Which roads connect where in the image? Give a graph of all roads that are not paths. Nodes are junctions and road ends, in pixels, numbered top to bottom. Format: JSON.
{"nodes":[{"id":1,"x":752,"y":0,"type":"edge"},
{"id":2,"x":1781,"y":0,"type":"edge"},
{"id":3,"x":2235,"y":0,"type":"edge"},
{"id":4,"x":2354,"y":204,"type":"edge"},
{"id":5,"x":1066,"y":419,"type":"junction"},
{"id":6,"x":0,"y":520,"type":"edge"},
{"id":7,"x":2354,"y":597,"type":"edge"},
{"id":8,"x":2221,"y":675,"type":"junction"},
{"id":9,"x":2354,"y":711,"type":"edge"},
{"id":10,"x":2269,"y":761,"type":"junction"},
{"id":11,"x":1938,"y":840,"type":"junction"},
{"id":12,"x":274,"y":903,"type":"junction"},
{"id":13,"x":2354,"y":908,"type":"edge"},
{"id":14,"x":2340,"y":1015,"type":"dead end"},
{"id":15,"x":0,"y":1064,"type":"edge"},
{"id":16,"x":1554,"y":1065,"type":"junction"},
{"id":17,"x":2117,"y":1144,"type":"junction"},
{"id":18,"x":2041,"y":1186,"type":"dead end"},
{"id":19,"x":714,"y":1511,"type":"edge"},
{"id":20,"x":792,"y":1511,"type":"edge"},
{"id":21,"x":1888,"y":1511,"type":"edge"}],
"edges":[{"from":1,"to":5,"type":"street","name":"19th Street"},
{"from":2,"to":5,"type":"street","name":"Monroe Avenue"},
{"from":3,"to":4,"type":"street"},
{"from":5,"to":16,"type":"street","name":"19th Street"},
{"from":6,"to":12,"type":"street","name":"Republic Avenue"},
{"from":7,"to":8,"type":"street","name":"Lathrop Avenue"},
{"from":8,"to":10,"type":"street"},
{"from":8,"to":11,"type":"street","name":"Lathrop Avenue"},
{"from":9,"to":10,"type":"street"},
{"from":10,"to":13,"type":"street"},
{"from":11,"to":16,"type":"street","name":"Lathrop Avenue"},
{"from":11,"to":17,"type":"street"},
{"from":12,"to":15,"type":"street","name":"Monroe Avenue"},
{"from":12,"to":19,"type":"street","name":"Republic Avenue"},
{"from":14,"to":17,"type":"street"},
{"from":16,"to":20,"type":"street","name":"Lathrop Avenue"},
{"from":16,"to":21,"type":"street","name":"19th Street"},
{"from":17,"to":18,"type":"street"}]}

==

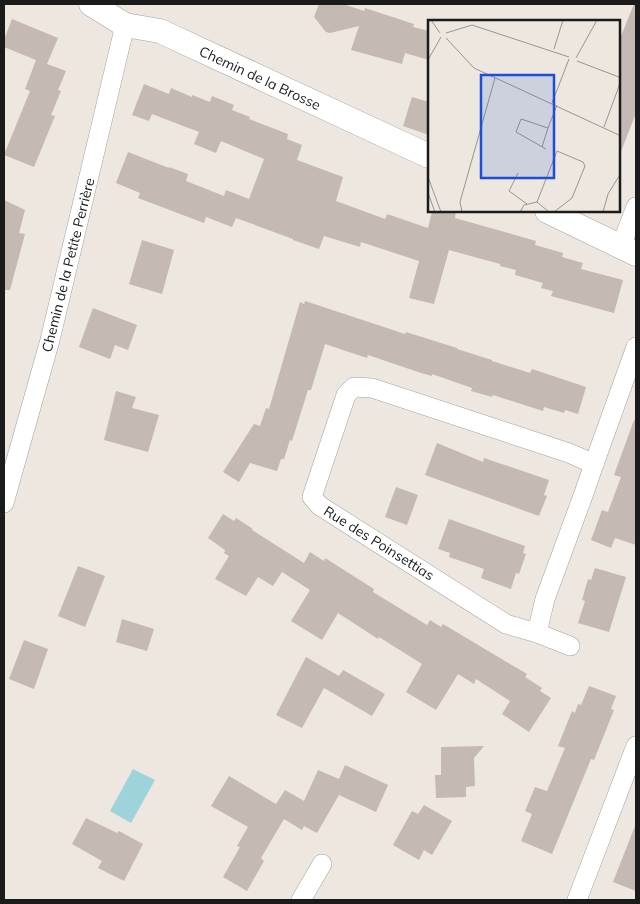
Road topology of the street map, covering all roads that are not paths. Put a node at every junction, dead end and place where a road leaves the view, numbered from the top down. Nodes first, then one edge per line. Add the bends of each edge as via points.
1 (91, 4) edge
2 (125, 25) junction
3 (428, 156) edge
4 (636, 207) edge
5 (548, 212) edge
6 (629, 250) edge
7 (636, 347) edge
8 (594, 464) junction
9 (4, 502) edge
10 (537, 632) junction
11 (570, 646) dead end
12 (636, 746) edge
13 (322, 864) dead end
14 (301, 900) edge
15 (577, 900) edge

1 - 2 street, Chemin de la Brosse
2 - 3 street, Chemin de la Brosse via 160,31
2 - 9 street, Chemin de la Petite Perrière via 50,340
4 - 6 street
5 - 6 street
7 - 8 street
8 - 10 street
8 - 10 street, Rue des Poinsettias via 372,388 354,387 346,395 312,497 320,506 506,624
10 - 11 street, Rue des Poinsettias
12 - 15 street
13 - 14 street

* * *

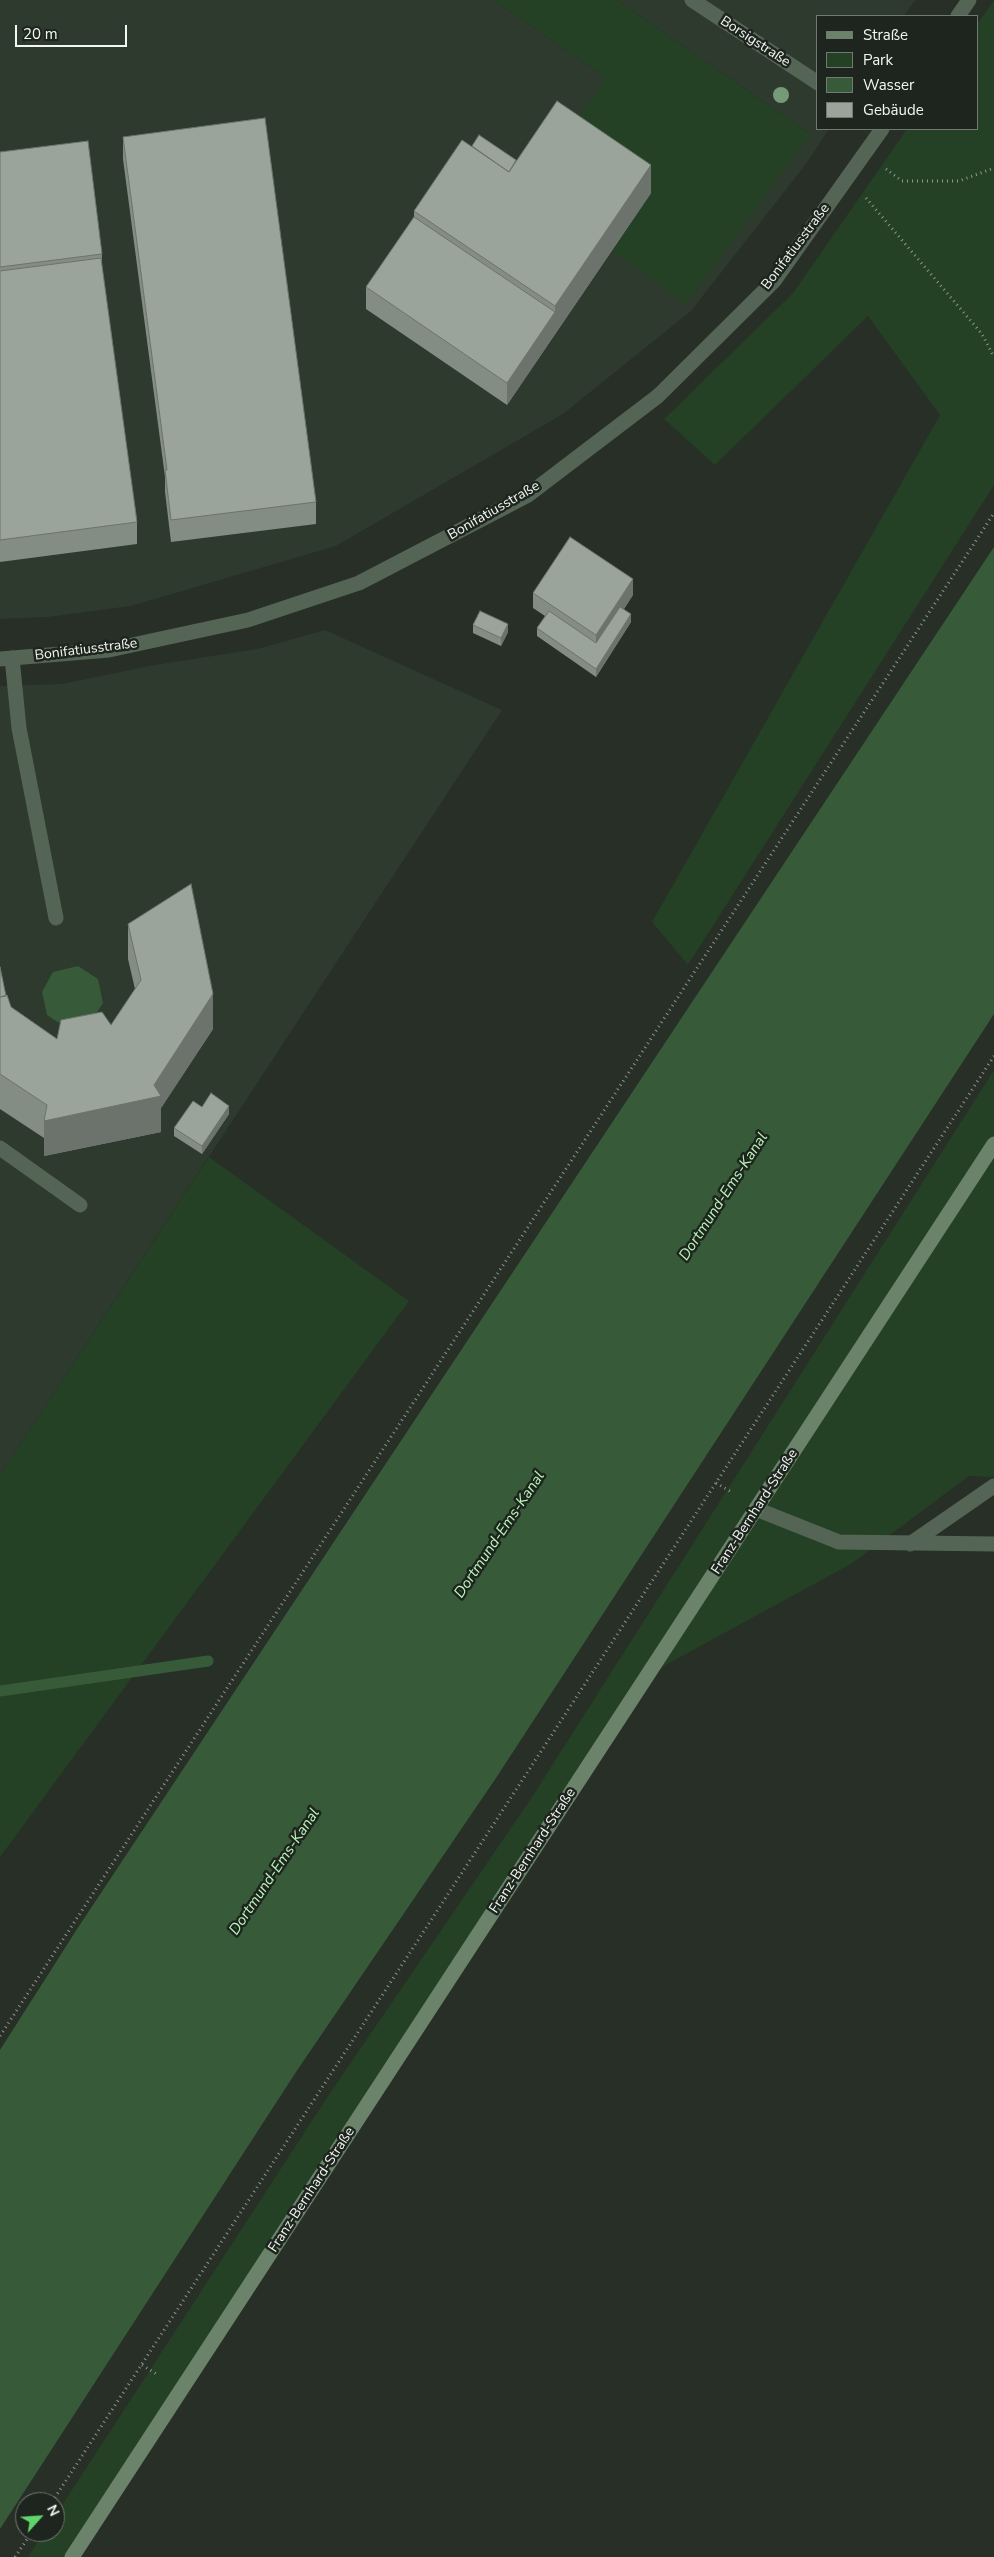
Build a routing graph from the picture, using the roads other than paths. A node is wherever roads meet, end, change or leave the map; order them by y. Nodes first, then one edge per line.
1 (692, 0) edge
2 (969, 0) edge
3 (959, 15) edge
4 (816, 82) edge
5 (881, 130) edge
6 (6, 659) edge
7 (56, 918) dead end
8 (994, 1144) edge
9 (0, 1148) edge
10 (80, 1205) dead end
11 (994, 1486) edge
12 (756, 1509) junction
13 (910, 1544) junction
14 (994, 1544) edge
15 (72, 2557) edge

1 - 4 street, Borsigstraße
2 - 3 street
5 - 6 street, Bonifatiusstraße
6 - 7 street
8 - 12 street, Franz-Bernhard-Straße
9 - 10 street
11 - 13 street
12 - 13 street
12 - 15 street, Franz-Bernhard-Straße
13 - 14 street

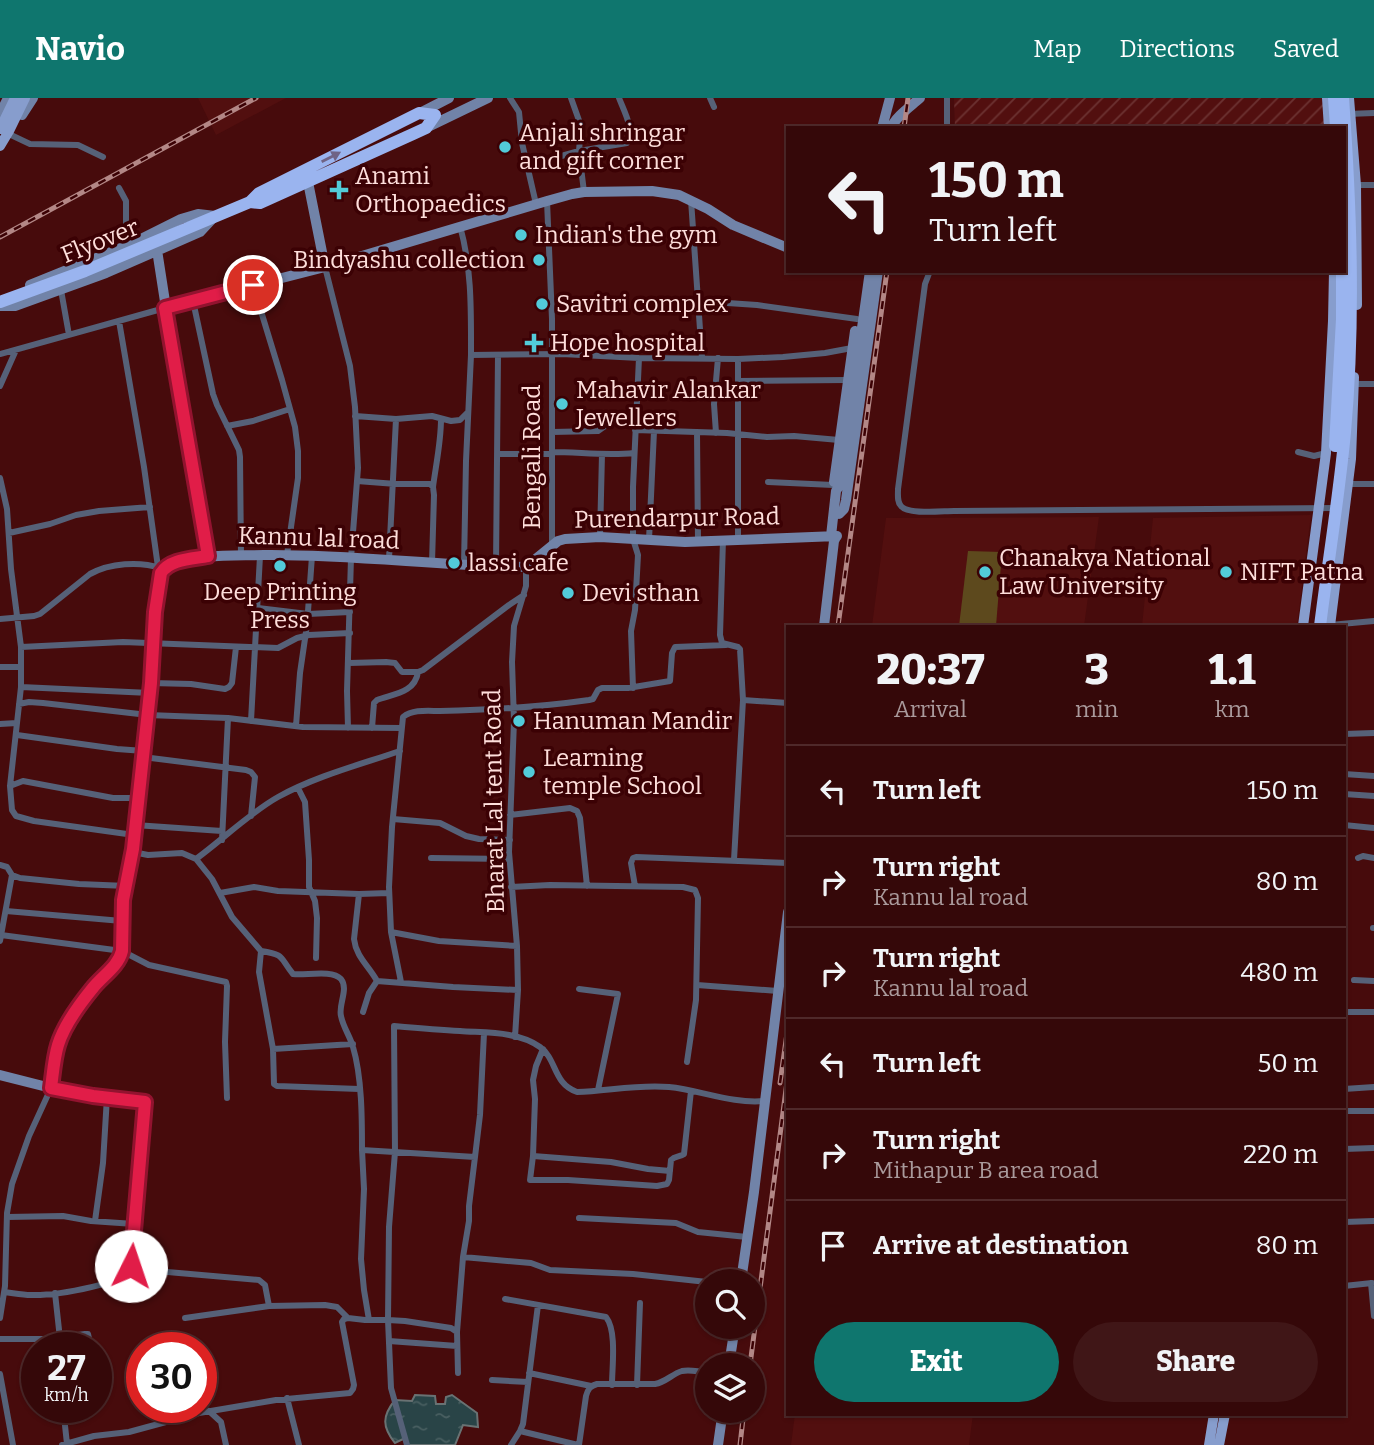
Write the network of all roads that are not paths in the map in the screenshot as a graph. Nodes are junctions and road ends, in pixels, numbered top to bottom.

— Activity —
Set the pictures aside and retype exactly the lines above from the line with "Build a routing" to the line with "Write the network", both included, adding no others.

— Expected answer —
Build a routing graph from the picture, using the roads other than paths. A node is wherever roads meet, end, change or leave the map; order them by y. Nodes first, then one edge per line.
1 (692, 0) edge
2 (969, 0) edge
3 (959, 15) edge
4 (816, 82) edge
5 (881, 130) edge
6 (6, 659) edge
7 (56, 918) dead end
8 (994, 1144) edge
9 (0, 1148) edge
10 (80, 1205) dead end
11 (994, 1486) edge
12 (756, 1509) junction
13 (910, 1544) junction
14 (994, 1544) edge
15 (72, 2557) edge

1 - 4 street, Borsigstraße
2 - 3 street
5 - 6 street, Bonifatiusstraße
6 - 7 street
8 - 12 street, Franz-Bernhard-Straße
9 - 10 street
11 - 13 street
12 - 13 street
12 - 15 street, Franz-Bernhard-Straße
13 - 14 street

Write the network of all roads that are not paths in the map in the screenshot as a graph. Nodes are junctions and road ends, in pixels, numbered top to bottom.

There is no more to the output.